> **INPUT**
━━━━━━━━━━━━━━━━
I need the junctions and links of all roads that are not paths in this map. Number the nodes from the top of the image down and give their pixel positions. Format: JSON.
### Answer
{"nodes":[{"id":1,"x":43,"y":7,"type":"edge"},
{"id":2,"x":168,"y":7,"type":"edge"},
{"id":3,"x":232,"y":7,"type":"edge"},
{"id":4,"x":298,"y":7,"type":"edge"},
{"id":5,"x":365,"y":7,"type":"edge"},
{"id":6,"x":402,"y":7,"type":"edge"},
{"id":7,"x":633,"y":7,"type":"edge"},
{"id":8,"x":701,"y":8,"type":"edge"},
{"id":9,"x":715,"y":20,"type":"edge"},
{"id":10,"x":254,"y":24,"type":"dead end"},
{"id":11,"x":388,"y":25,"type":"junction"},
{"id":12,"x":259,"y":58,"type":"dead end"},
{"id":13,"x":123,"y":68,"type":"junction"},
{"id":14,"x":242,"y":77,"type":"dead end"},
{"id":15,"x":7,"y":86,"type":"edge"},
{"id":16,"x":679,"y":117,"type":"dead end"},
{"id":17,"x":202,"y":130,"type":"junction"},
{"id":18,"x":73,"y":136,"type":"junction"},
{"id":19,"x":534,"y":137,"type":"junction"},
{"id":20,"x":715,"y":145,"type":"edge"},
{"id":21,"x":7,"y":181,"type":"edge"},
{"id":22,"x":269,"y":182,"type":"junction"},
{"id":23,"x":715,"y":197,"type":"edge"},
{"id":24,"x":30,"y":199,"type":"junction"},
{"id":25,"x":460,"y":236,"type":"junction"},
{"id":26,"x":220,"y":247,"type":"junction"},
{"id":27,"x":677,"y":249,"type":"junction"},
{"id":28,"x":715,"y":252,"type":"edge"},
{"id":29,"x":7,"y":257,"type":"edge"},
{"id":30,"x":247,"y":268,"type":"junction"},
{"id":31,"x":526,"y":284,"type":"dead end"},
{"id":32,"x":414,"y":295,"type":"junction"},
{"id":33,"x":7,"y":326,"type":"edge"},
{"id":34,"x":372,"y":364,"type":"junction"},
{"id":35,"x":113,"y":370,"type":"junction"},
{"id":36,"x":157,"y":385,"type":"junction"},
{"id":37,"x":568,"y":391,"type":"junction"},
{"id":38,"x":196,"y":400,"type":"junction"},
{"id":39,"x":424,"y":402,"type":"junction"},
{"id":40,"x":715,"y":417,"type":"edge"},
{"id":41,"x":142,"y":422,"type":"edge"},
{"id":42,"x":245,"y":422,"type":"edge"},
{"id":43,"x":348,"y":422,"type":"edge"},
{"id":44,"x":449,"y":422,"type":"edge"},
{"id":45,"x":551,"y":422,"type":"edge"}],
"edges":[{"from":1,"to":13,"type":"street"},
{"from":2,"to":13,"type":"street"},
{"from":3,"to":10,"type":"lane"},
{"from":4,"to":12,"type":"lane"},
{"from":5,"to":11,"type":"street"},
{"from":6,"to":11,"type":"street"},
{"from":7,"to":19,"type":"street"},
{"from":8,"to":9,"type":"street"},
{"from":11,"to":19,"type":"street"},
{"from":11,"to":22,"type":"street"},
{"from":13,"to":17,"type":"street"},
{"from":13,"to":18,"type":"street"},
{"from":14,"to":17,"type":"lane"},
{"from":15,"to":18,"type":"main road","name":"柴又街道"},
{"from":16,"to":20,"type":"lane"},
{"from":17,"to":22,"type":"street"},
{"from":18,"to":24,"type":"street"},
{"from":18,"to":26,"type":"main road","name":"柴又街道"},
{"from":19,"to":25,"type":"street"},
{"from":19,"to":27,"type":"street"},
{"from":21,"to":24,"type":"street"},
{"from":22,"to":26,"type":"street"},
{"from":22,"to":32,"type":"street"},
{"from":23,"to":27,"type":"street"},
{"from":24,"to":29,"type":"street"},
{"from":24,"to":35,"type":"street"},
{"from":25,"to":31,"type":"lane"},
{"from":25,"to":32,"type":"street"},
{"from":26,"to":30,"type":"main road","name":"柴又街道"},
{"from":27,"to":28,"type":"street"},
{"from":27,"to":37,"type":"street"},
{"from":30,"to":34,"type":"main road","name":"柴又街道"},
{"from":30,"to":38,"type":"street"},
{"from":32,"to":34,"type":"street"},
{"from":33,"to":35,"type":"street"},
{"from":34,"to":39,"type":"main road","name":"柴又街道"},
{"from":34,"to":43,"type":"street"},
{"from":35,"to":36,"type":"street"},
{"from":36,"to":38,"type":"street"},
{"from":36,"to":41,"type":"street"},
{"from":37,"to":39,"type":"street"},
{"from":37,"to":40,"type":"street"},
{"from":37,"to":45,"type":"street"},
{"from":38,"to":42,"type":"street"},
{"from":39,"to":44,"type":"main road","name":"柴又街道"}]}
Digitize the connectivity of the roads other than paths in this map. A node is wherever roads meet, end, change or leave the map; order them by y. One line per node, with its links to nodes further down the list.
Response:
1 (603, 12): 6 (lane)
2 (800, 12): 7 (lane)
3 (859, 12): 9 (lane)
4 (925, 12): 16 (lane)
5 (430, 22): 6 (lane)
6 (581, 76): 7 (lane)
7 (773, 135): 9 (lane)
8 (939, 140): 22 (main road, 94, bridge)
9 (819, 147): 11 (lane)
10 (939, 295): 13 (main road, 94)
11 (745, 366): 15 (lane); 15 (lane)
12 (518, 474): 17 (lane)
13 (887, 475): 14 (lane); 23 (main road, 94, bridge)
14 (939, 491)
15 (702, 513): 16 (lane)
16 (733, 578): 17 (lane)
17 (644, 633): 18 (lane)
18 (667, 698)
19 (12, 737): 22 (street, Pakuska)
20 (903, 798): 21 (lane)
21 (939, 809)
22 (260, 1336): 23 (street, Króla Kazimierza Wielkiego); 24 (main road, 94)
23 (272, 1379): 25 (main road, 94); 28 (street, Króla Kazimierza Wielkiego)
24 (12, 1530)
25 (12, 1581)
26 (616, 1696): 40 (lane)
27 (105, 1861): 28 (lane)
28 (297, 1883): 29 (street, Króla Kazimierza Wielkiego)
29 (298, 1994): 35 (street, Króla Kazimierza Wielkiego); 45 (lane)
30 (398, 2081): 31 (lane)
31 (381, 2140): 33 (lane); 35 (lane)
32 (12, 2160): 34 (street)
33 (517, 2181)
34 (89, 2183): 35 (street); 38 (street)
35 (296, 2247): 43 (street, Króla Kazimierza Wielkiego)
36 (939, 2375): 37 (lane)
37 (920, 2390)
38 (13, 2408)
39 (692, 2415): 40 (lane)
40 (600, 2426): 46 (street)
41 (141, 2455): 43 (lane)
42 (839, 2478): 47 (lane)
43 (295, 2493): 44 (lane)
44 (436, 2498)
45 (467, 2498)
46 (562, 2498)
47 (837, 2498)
━━━━━━━━━━━━━━━━
> **ASSIGNMENT**
Show the lines in the entries above that include the string "bridge".

> **RESPONSE TO THE EXERCISE**
8 (939, 140): 22 (main road, 94, bridge)
13 (887, 475): 14 (lane); 23 (main road, 94, bridge)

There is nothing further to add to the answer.